Mawar putih. Untuk terakhir kalinya, perempuan merasa mawar putih itu adalah akhir dari segalanya. Sebuah kesucian cinta dan keindahan kisah berakhir dengan pilu. Dan untuk terakhir kalinya, perempuan merasa ini adalah akhir dari kebahagiaan bersama. Semuanya terhempas.
Akhir adalah akhir. Atau mungkin akhir adalah awal bagi kesemuan rasa. Kata ‘berpisah’ itu kembali hadir, menyentak dengan hebat, kembali menunjukkan kegagalan perasaan dari perempuan. Ia mengetahuinya dan tak bisa berbuat apa-apa.

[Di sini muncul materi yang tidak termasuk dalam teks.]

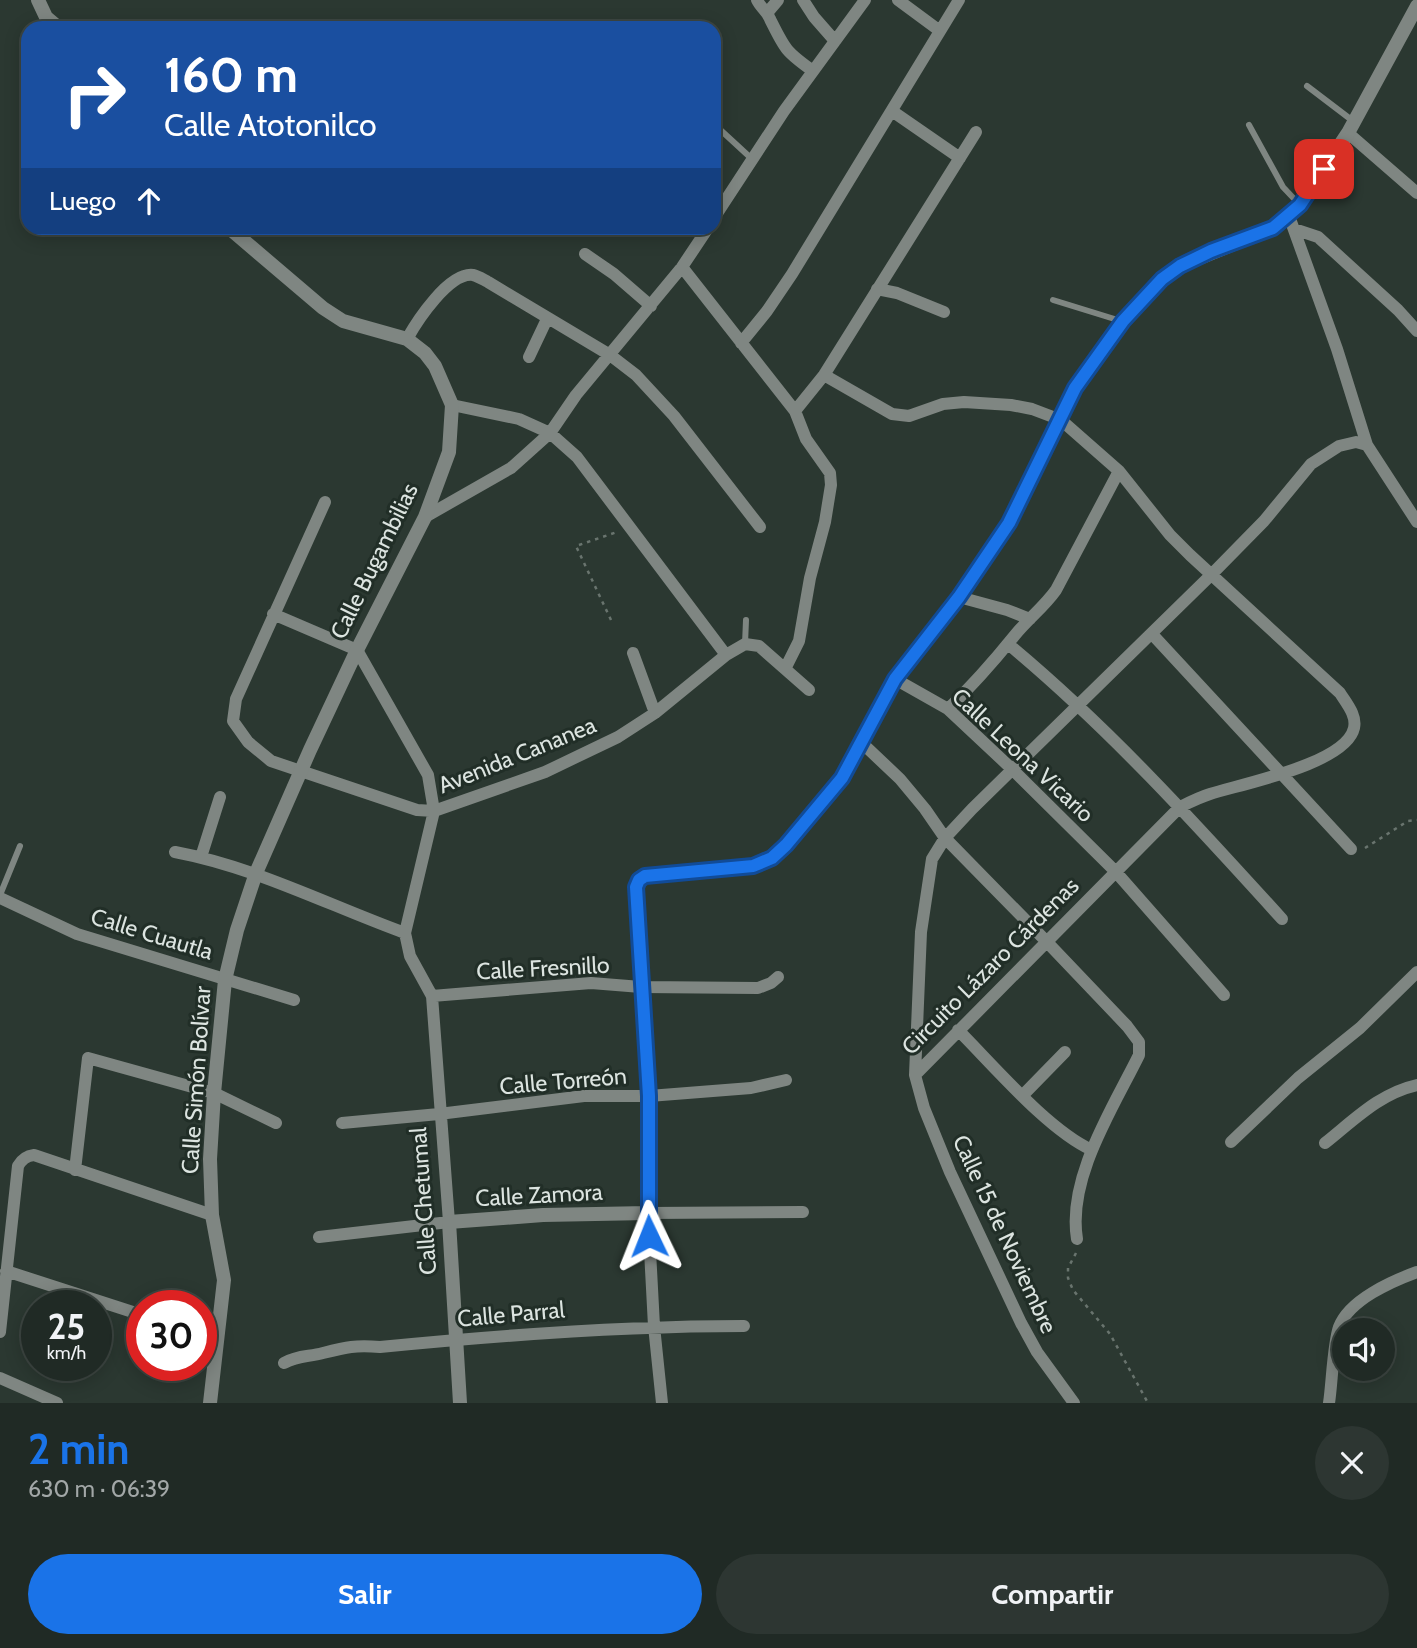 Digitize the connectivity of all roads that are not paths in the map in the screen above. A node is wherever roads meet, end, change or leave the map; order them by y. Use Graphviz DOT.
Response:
graph roads {
  1 [pos="38,0"];
  2 [pos="757,0"];
  3 [pos="778,0"];
  4 [pos="803,0"];
  5 [pos="865,0"];
  6 [pos="898,0"];
  7 [pos="959,0"];
  8 [pos="1417,6"];
  9 [pos="767,13"];
  10 [pos="51,21"];
  11 [pos="940,31"];
  12 [pos="835,41"];
  13 [pos="813,71"];
  14 [pos="1307,86"];
  15 [pos="892,111"];
  16 [pos="1249,125"];
  17 [pos="1351,127"];
  18 [pos="721,130"];
  19 [pos="976,132"];
  20 [pos="960,158"];
  21 [pos="752,159"];
  22 [pos="1417,193"];
  23 [pos="1300,205"];
  24 [pos="721,207"];
  25 [pos="1291,222"];
  26 [pos="237,235"];
  27 [pos="703,235"];
  28 [pos="585,254"];
  29 [pos="682,267"];
  30 [pos="877,289"];
  31 [pos="1053,300"];
  32 [pos="651,306"];
  33 [pos="944,312"];
  34 [pos="547,319"];
  35 [pos="1123,321"];
  36 [pos="1417,331"];
  37 [pos="407,339"];
  38 [pos="741,343"];
  39 [pos="610,355"];
  40 [pos="529,357"];
  41 [pos="824,375"];
  42 [pos="452,405"];
  43 [pos="795,411"];
  44 [pos="1060,420"];
  45 [pos="550,433"];
  46 [pos="1367,445"];
  47 [pos="1119,471"];
  48 [pos="1411,501"];
  49 [pos="325,502"];
  50 [pos="425,517"];
  51 [pos="1417,522"];
  52 [pos="760,527"];
  53 [pos="1210,575"];
  54 [pos="959,597"];
  55 [pos="273,614"];
  56 [pos="1030,619"];
  57 [pos="746,620"];
  58 [pos="1152,634"];
  59 [pos="745,644"];
  60 [pos="1008,644"];
  61 [pos="356,650"];
  62 [pos="633,653"];
  63 [pos="726,655"];
  64 [pos="785,669"];
  65 [pos="895,679"];
  66 [pos="808,690"];
  67 [pos="1077,705"];
  68 [pos="947,709"];
  69 [pos="655,713"];
  70 [pos="861,742"];
  71 [pos="1013,771"];
  72 [pos="301,773"];
  73 [pos="1284,774"];
  74 [pos="220,797"];
  75 [pos="1180,807"];
  76 [pos="434,811"];
  77 [pos="944,838"];
  78 [pos="20,846"];
  79 [pos="1351,849"];
  80 [pos="174,852"];
  81 [pos="201,857"];
  82 [pos="1115,871"];
  83 [pos="256,873"];
  84 [pos="0,897"];
  85 [pos="1282,919"];
  86 [pos="404,933"];
  87 [pos="1046,941"];
  88 [pos="1417,972"];
  89 [pos="778,977"];
  90 [pos="225,980"];
  91 [pos="641,987"];
  92 [pos="1224,995"];
  93 [pos="432,996"];
  94 [pos="295,1000"];
  95 [pos="958,1030"];
  96 [pos="1065,1052"];
  97 [pos="915,1075"];
  98 [pos="786,1080"];
  99 [pos="1417,1085"];
  100 [pos="214,1093"];
  101 [pos="1023,1095"];
  102 [pos="649,1096"];
  103 [pos="439,1114"];
  104 [pos="342,1123"];
  105 [pos="276,1124"];
  106 [pos="1231,1142"];
  107 [pos="1325,1143"];
  108 [pos="1092,1150"];
  109 [pos="75,1170"];
  110 [pos="803,1212"];
  111 [pos="648,1213"];
  112 [pos="212,1215"];
  113 [pos="449,1222"];
  114 [pos="319,1237"];
  115 [pos="1077,1239"];
  116 [pos="6,1271"];
  117 [pos="1417,1272"];
  118 [pos="126,1310"];
  119 [pos="654,1326"];
  120 [pos="744,1326"];
  121 [pos="0,1332"];
  122 [pos="455,1339"];
  123 [pos="217,1340"];
  124 [pos="285,1363"];
  125 [pos="0,1378"];
  126 [pos="212,1381"];
  127 [pos="57,1403"];
  128 [pos="210,1403"];
  129 [pos="460,1403"];
  130 [pos="662,1403"];
  131 [pos="1074,1403"];
  132 [pos="1329,1403"];
  1 -- 10 [label="street"];
  2 -- 9 [label="street"];
  3 -- 9 [label="street"];
  4 -- 12 [label="street"];
  5 -- 12 [label="street"];
  6 -- 11 [label="street"];
  7 -- 11 [label="street"];
  8 -- 17 [label="street"];
  9 -- 13 [label="street"];
  11 -- 15 [label="street"];
  12 -- 13 [label="street"];
  13 -- 21 [label="street"];
  14 -- 17 [label="lane"];
  15 -- 20 [label="street"];
  15 -- 38 [label="street"];
  16 -- 23 [label="lane"];
  17 -- 22 [label="street"];
  17 -- 23 [label="street"];
  18 -- 21 [label="lane"];
  19 -- 20 [label="street"];
  20 -- 30 [label="street"];
  21 -- 24 [label="street"];
  23 -- 25 [label="street"];
  25 -- 35 [label="street"];
  25 -- 36 [label="street"];
  25 -- 46 [label="street"];
  26 -- 37 [label="street, Calle Bugambilias"];
  27 -- 29 [label="street"];
  28 -- 32 [label="street"];
  29 -- 32 [label="street"];
  29 -- 38 [label="street"];
  30 -- 33 [label="street"];
  30 -- 41 [label="street"];
  31 -- 35 [label="lane"];
  32 -- 39 [label="street"];
  34 -- 37 [label="street"];
  34 -- 39 [label="street"];
  34 -- 40 [label="street"];
  35 -- 44 [label="street"];
  37 -- 42 [label="street, Calle Bugambilias"];
  38 -- 43 [label="street"];
  39 -- 45 [label="street"];
  39 -- 52 [label="street"];
  41 -- 43 [label="street"];
  41 -- 44 [label="street"];
  42 -- 45 [label="street"];
  42 -- 50 [label="street, Calle Bugambilias"];
  43 -- 64 [label="street"];
  44 -- 47 [label="street"];
  44 -- 54 [label="street"];
  45 -- 50 [label="street"];
  45 -- 63 [label="street"];
  46 -- 48 [label="street"];
  46 -- 53 [label="street, Circuito Lázaro Cárdenas"];
  47 -- 53 [label="street"];
  47 -- 56 [label="street"];
  48 -- 51 [label="street"];
  49 -- 55 [label="street"];
  50 -- 61 [label="street, Calle Bugambilias"];
  53 -- 58 [label="street, Circuito Lázaro Cárdenas"];
  53 -- 73 [label="street, Circuito Lázaro Cárdenas"];
  54 -- 56 [label="street"];
  54 -- 65 [label="street"];
  55 -- 61 [label="street"];
  55 -- 72 [label="street, Avenida Cananea"];
  56 -- 60 [label="street"];
  57 -- 59 [label="lane"];
  58 -- 67 [label="street, Circuito Lázaro Cárdenas"];
  58 -- 73 [label="street"];
  59 -- 63 [label="street, Avenida Cananea"];
  59 -- 64 [label="street"];
  60 -- 67 [label="street"];
  60 -- 68 [label="street"];
  61 -- 72 [label="street, Calle Bugambilias"];
  61 -- 76 [label="street"];
  62 -- 69 [label="street"];
  63 -- 69 [label="street, Avenida Cananea"];
  64 -- 66 [label="street"];
  65 -- 68 [label="street, Calle Leona Vicario"];
  65 -- 70 [label="street"];
  67 -- 71 [label="street, Circuito Lázaro Cárdenas"];
  67 -- 75 [label="street"];
  68 -- 71 [label="street, Calle Leona Vicario"];
  69 -- 76 [label="street, Avenida Cananea"];
  70 -- 77 [label="street"];
  70 -- 91 [label="street"];
  71 -- 77 [label="street, Circuito Lázaro Cárdenas"];
  71 -- 82 [label="street, Calle Leona Vicario"];
  72 -- 76 [label="street, Avenida Cananea"];
  72 -- 83 [label="street, Calle Simón Bolívar"];
  73 -- 75 [label="street, Circuito Lázaro Cárdenas"];
  73 -- 79 [label="street"];
  74 -- 81 [label="street"];
  75 -- 82 [label="street, Circuito Lázaro Cárdenas"];
  75 -- 85 [label="street"];
  76 -- 86 [label="street"];
  77 -- 87 [label="street"];
  77 -- 97 [label="street, Circuito Lázaro Cárdenas"];
  78 -- 84 [label="lane"];
  80 -- 81 [label="street"];
  81 -- 83 [label="street"];
  82 -- 87 [label="street, Circuito Lázaro Cárdenas"];
  82 -- 92 [label="street, Calle Leona Vicario"];
  83 -- 86 [label="street"];
  83 -- 90 [label="street, Calle Simón Bolívar"];
  84 -- 90 [label="street, Calle Cuautla"];
  86 -- 93 [label="street"];
  87 -- 95 [label="street, Circuito Lázaro Cárdenas"];
  87 -- 108 [label="street"];
  88 -- 106 [label="street"];
  89 -- 91 [label="street, Calle Fresnillo"];
  90 -- 94 [label="street, Calle Cuautla"];
  90 -- 100 [label="street, Calle Simón Bolívar"];
  91 -- 93 [label="street, Calle Fresnillo"];
  91 -- 102 [label="street"];
  93 -- 103 [label="street, Calle Chetumal"];
  95 -- 97 [label="street, Circuito Lázaro Cárdenas"];
  95 -- 101 [label="street"];
  96 -- 101 [label="street"];
  97 -- 131 [label="street, Calle 15 de Noviembre"];
  98 -- 102 [label="street, Calle Torreón"];
  99 -- 107 [label="street"];
  100 -- 105 [label="street"];
  100 -- 109 [label="street"];
  100 -- 112 [label="street, Calle Simón Bolívar"];
  101 -- 108 [label="street"];
  102 -- 103 [label="street, Calle Torreón"];
  102 -- 111 [label="street"];
  103 -- 104 [label="street, Calle Torreón"];
  103 -- 113 [label="street, Calle Chetumal"];
  108 -- 115 [label="street"];
  109 -- 112 [label="street"];
  109 -- 116 [label="street"];
  110 -- 111 [label="street, Calle Zamora"];
  111 -- 113 [label="street, Calle Zamora"];
  111 -- 119 [label="street"];
  112 -- 123 [label="street, Calle Simón Bolívar"];
  113 -- 114 [label="street, Calle Zamora"];
  113 -- 122 [label="street, Calle Chetumal"];
  116 -- 118 [label="street"];
  116 -- 121 [label="street"];
  117 -- 132 [label="street"];
  119 -- 120 [label="street, Calle Parral"];
  119 -- 122 [label="street, Calle Parral"];
  119 -- 130 [label="street"];
  122 -- 124 [label="street, Calle Parral"];
  122 -- 129 [label="street, Calle Chetumal"];
  125 -- 127 [label="street"];
  126 -- 128 [label="street, Calle Simón Bolívar"];
}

Apakah harapan kebahagiaan itu kembali tiada? Entah apa pun konsep kebahagiaan tersebut? Yang diinginkan perempuan adalah hanya kebahagiaan. Persetan dengan kebahagiaan bersama ataupun sebutan nama indah yang selalu diberikan oleh masa lalunya.
Tapi, semuanya seperti jentikan jemari yang kian menghilang. Setiap kali berbunyi, secepat itu pula kebahagiaan menghilang.
Kembali ‘berpisah’, dengannya, dengan dirimu dan dengan harapan kosong perempuan. Kembali menjadi kosong. Tak terisi.
Kini, tak ada siapa pun di sini, di hati perempuan. Yang ada hanyalah seonggok harap kosong dengan langkah lunglai. Perempuan merasa gagal, tak mempertahankan setiap cinta yang hadir dalam hidupnya. Sepertinya, ia harus mengikhlaskan segalanya, setiap perpisahan yang tak jemu hilang.